━━━━━ MATERIAL FOR THIS TASK ━━━━━

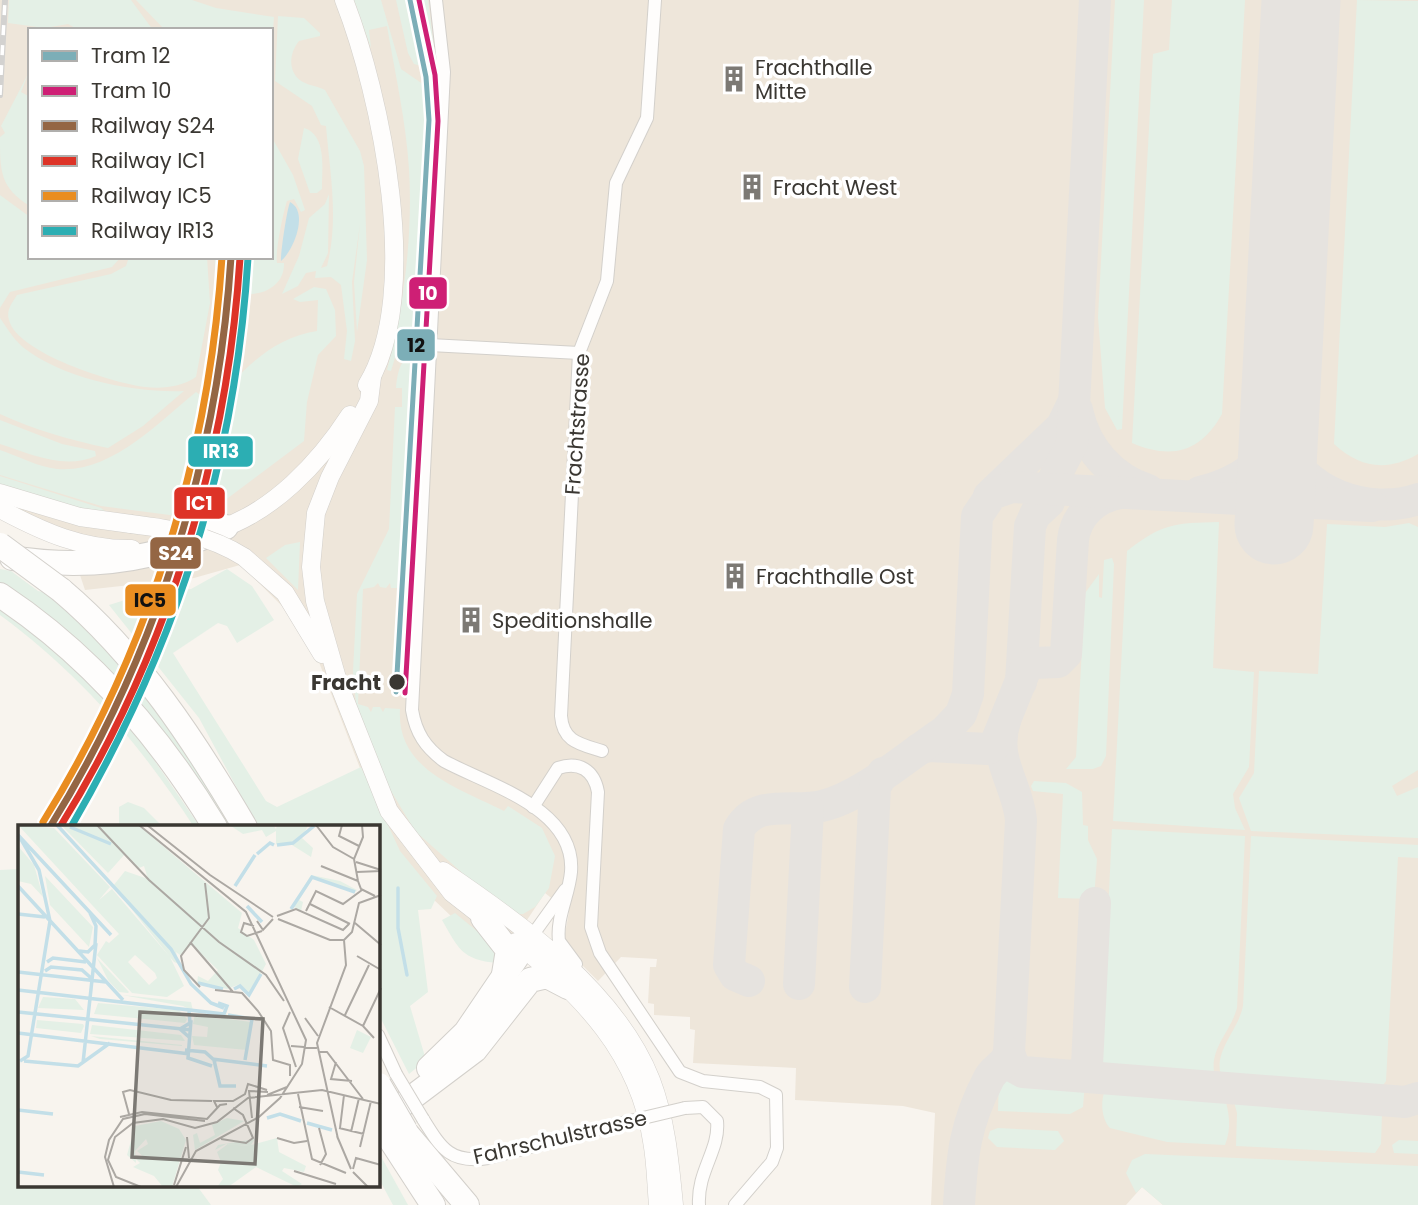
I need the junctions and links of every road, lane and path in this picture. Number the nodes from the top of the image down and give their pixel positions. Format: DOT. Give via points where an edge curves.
graph roads {
  1 [pos="344,0"];
  2 [pos="436,0"];
  3 [pos="654,0"];
  4 [pos="430,345"];
  5 [pos="579,353"];
  6 [pos="372,377"];
  7 [pos="0,493"];
  8 [pos="0,509"];
  9 [pos="226,527"];
  10 [pos="0,545"];
  11 [pos="0,556"];
  12 [pos="0,595"];
  13 [pos="339,685"];
  14 [pos="603,751"];
  15 [pos="533,807"];
  16 [pos="214,825"];
  17 [pos="244,825"];
  18 [pos="428,862"];
  19 [pos="568,887"];
  20 [pos="562,914"];
  21 [pos="483,918"];
  22 [pos="532,947"];
  23 [pos="578,986"];
  24 [pos="505,993"];
  25 [pos="380,1050"];
  26 [pos="384,1081"];
  27 [pos="380,1103"];
  28 [pos="394,1126"];
  29 [pos="433,1205"];
  30 [pos="454,1205"];
  31 [pos="467,1205"];
  32 [pos="658,1205"];
  33 [pos="674,1205"];
  34 [pos="699,1205"];
  35 [pos="734,1205"];
  1 -- 6 [label="main road" via="378,106 390,184 392,294"];
  2 -- 4 [label="street" via="444,72"];
  3 -- 5 [label="street, Frachtstrasse" via="647,118 616,183 607,281"];
  4 -- 5 [label="street"];
  4 -- 15 [label="street" via="412,694 415,725 426,745 444,761"];
  5 -- 14 [label="street, Frachtstrasse" via="561,716 569,739"];
  6 -- 9 [label="main road" via="312,465 277,496"];
  6 -- 13 [label="main road" via="369,401 330,477 313,530 312,583"];
  7 -- 13 [label="main road, bridge" via="80,517 188,533 244,557 274,581 299,611"];
  8 -- 9 [label="main road" via="56,537 108,548 153,547"];
  9 -- 11 [label="highway" via="172,550 121,561 68,563"];
  10 -- 17 [label="highway, bridge" via="61,590 111,637 160,694"];
  12 -- 16 [label="highway" via="64,642 111,688 152,736"];
  13 -- 18 [label="main road" via="389,811"];
  15 -- 19 [label="street" via="550,819 567,845 571,864"];
  15 -- 35 [label="street" via="558,768 578,765 590,772 598,792 591,927 596,946 680,1072 704,1082 760,1087 776,1095 777,1147 772,1162"];
  18 -- 21 [label="main road"];
  18 -- 22 [label="main road" via="478,894"];
  19 -- 20 [label="street"];
  19 -- 22 [label="street"];
  20 -- 22 [label="street"];
  20 -- 23 [label="street" via="558,934 561,946 577,965"];
  21 -- 22 [label="main road"];
  21 -- 24 [label="highway" via="508,950"];
  22 -- 23 [label="main road"];
  22 -- 24 [label="highway"];
  23 -- 24 [label="highway" via="538,977"];
  23 -- 32 [label="main road" via="637,1084 653,1142"];
  23 -- 33 [label="main road" via="628,1036 651,1080 665,1133"];
  24 -- 27 [label="highway" via="450,1050"];
  24 -- 28 [label="highway" via="475,1050"];
  25 -- 26 [label="street"];
  26 -- 28 [label="highway, bridge"];
  28 -- 29 [label="highway"];
  28 -- 30 [label="highway"];
  28 -- 31 [label="highway"];
  28 -- 34 [label="street, Fahrschulstrasse, bridge" via="469,1160 685,1108 703,1108 717,1121 717,1137 699,1181"];
}
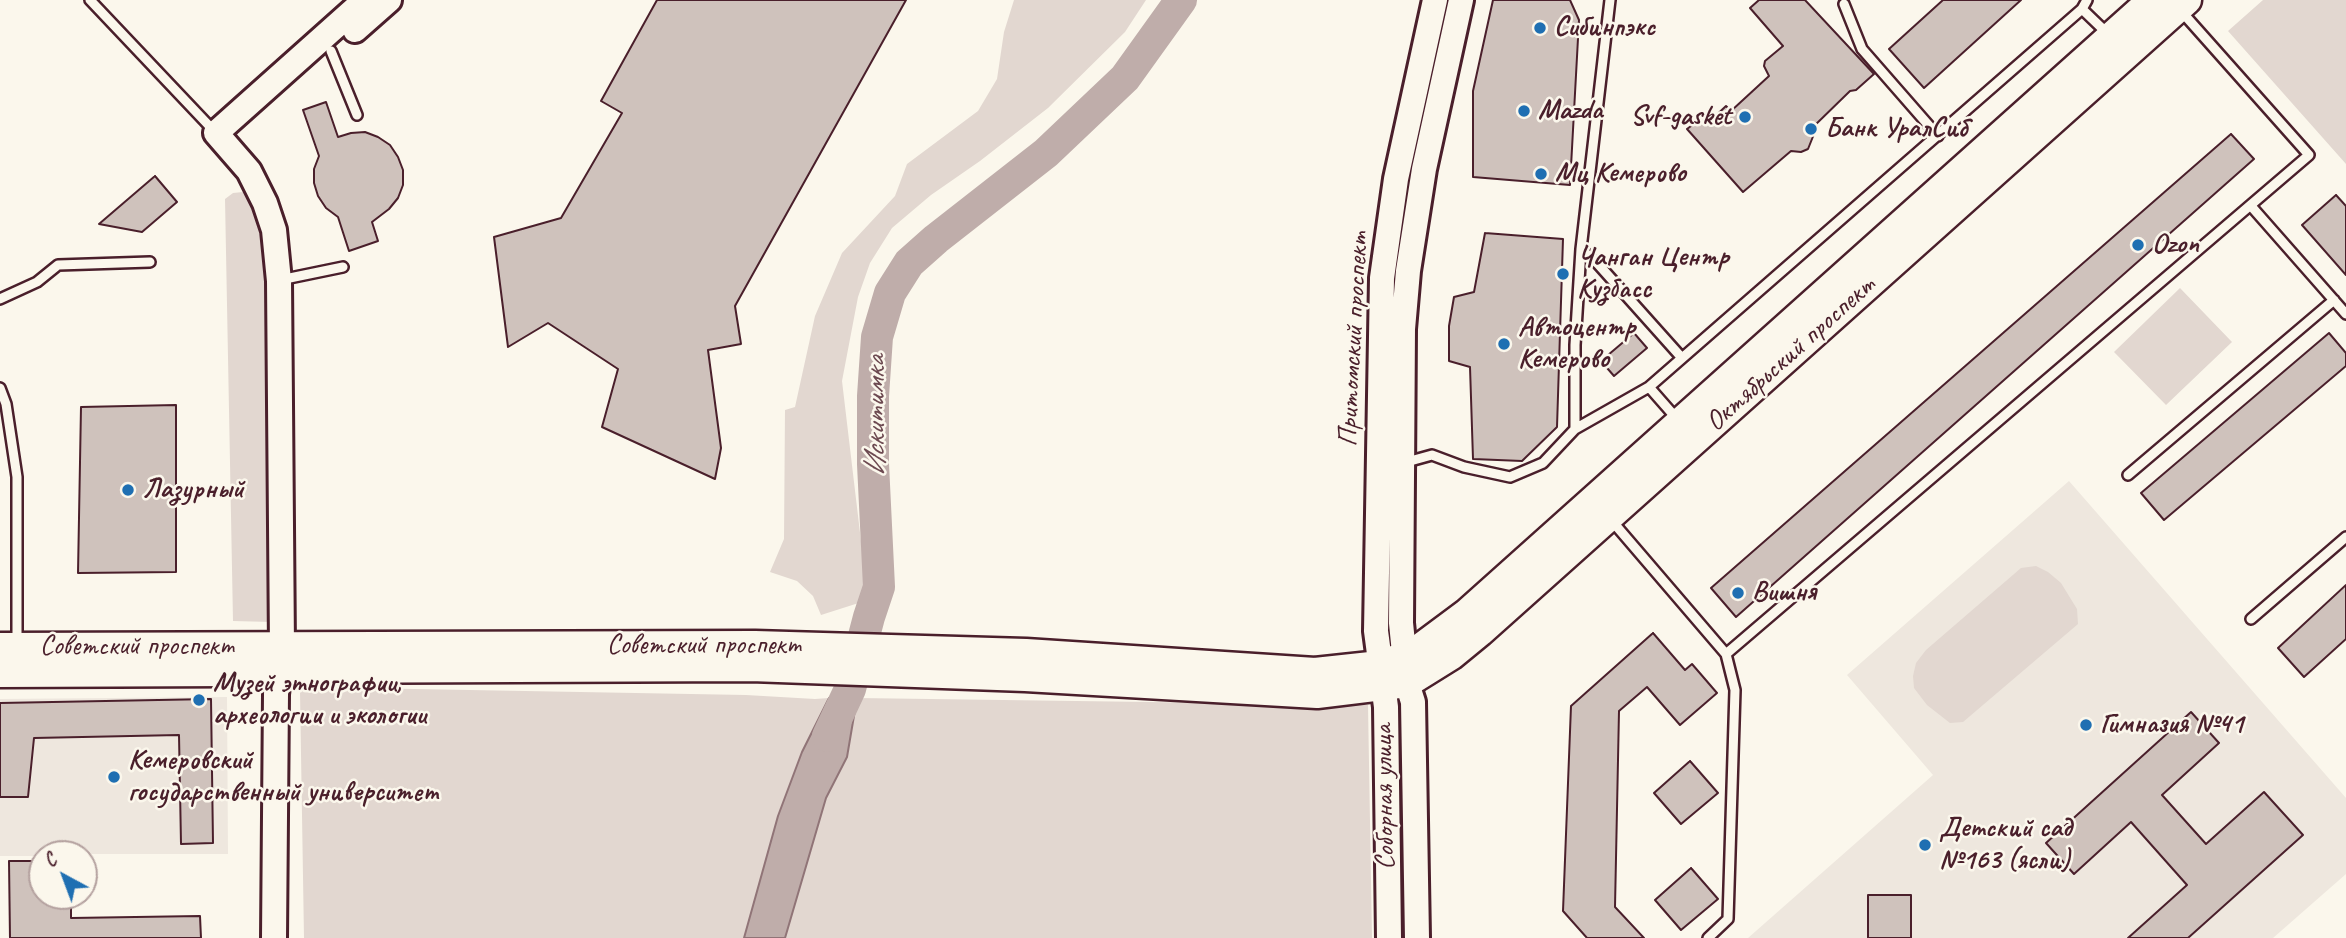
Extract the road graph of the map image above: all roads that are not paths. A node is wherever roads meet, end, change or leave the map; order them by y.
1 (90, 0) edge
2 (389, 0) edge
3 (1435, 0) edge
4 (1461, 0) edge
5 (1610, 0) edge
6 (364, 1) edge
7 (2172, 2) edge
8 (1844, 4) dead end
9 (2085, 5) edge
10 (2119, 46) junction
11 (331, 51) junction
12 (357, 115) dead end
13 (1938, 136) junction
14 (222, 139) junction
15 (2251, 206) junction
16 (1581, 249) junction
17 (150, 261) dead end
18 (343, 267) dead end
19 (279, 281) junction
20 (0, 299) edge
21 (2334, 300) junction
22 (2346, 314) edge
23 (1682, 358) junction
24 (1649, 387) junction
25 (0, 388) edge
26 (1680, 423) junction
27 (1575, 429) junction
28 (1402, 464) junction
29 (2128, 474) dead end
30 (1609, 517) junction
31 (2346, 537) edge
32 (2251, 619) dead end
33 (8, 647) edge
34 (1726, 654) junction
35 (281, 658) junction
36 (1393, 672) junction
37 (0, 673) edge
38 (274, 938) edge
39 (1389, 938) edge
40 (1417, 938) edge
41 (1708, 938) edge

1 - 14 lane
2 - 11 main road
3 - 36 main road, Притомский проспект
4 - 28 main road, Притомский проспект
5 - 16 lane
6 - 14 main road
7 - 10 main road, Октябрьский проспект
7 - 15 lane
8 - 13 lane
9 - 10 lane
9 - 13 lane
10 - 26 main road, Октябрьский проспект
10 - 30 main road, Октябрьский проспект
11 - 12 lane
11 - 14 main road
13 - 23 lane
14 - 19 main road
15 - 21 lane
15 - 34 lane
16 - 23 lane
16 - 27 lane
17 - 20 lane
18 - 19 lane
19 - 35 main road
21 - 22 lane
21 - 29 lane
23 - 24 lane
24 - 26 lane
24 - 27 lane
25 - 33 lane
26 - 36 main road, Октябрьский проспект
27 - 28 lane
28 - 36 main road, Притомский проспект
30 - 34 lane
30 - 36 main road, Октябрьский проспект
31 - 32 lane
33 - 35 main road, Советский проспект
34 - 41 lane
35 - 36 main road, Советский проспект
35 - 37 main road, Советский проспект
35 - 38 main road
36 - 39 main road, Соборная улица
36 - 40 main road, Соборная улица

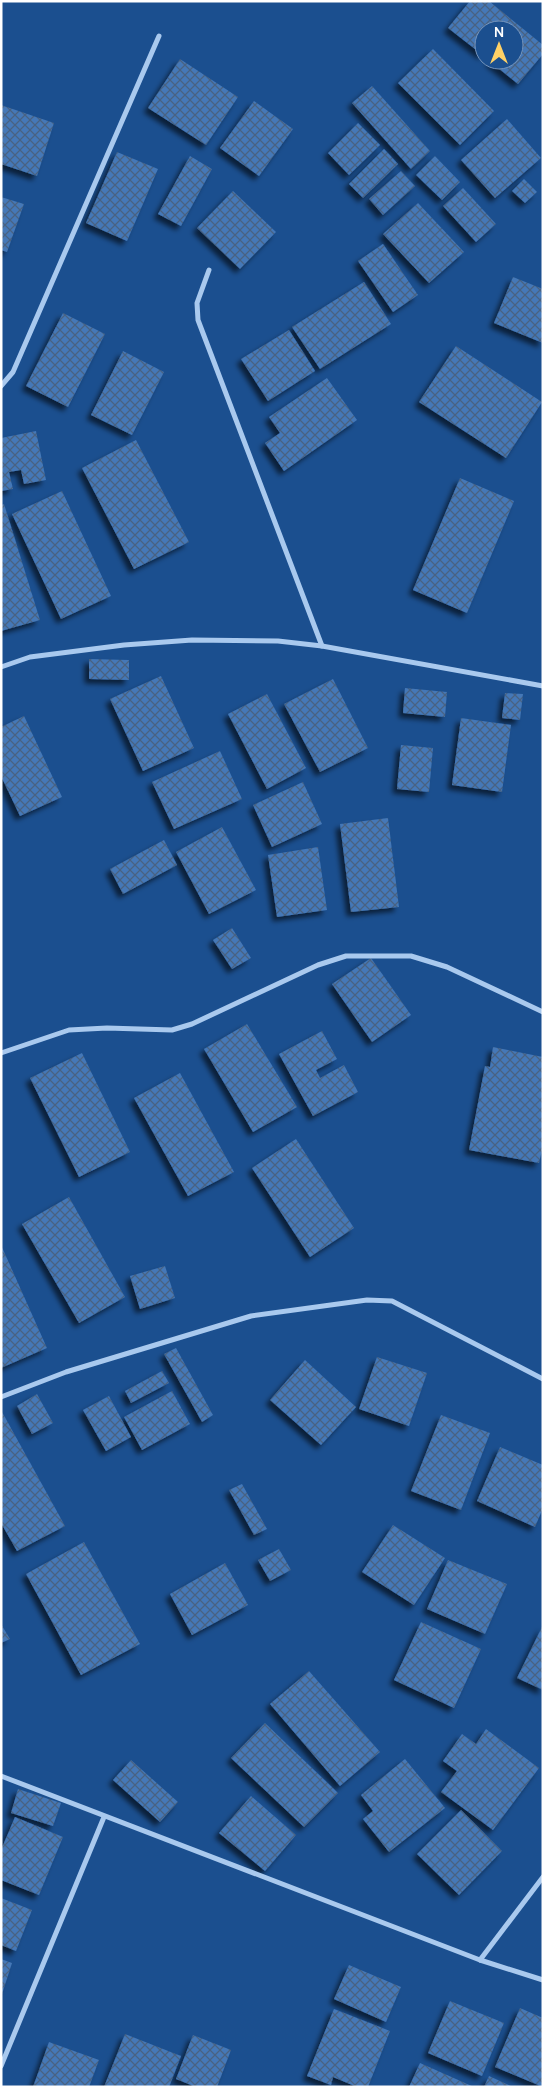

━━━━━

| ACTIVITY |
Go through the records above, find each line with the string "Притомский", and copy it.

| SOLUTION TO THIS EXERCISE |
3 - 36 main road, Притомский проспект
4 - 28 main road, Притомский проспект
28 - 36 main road, Притомский проспект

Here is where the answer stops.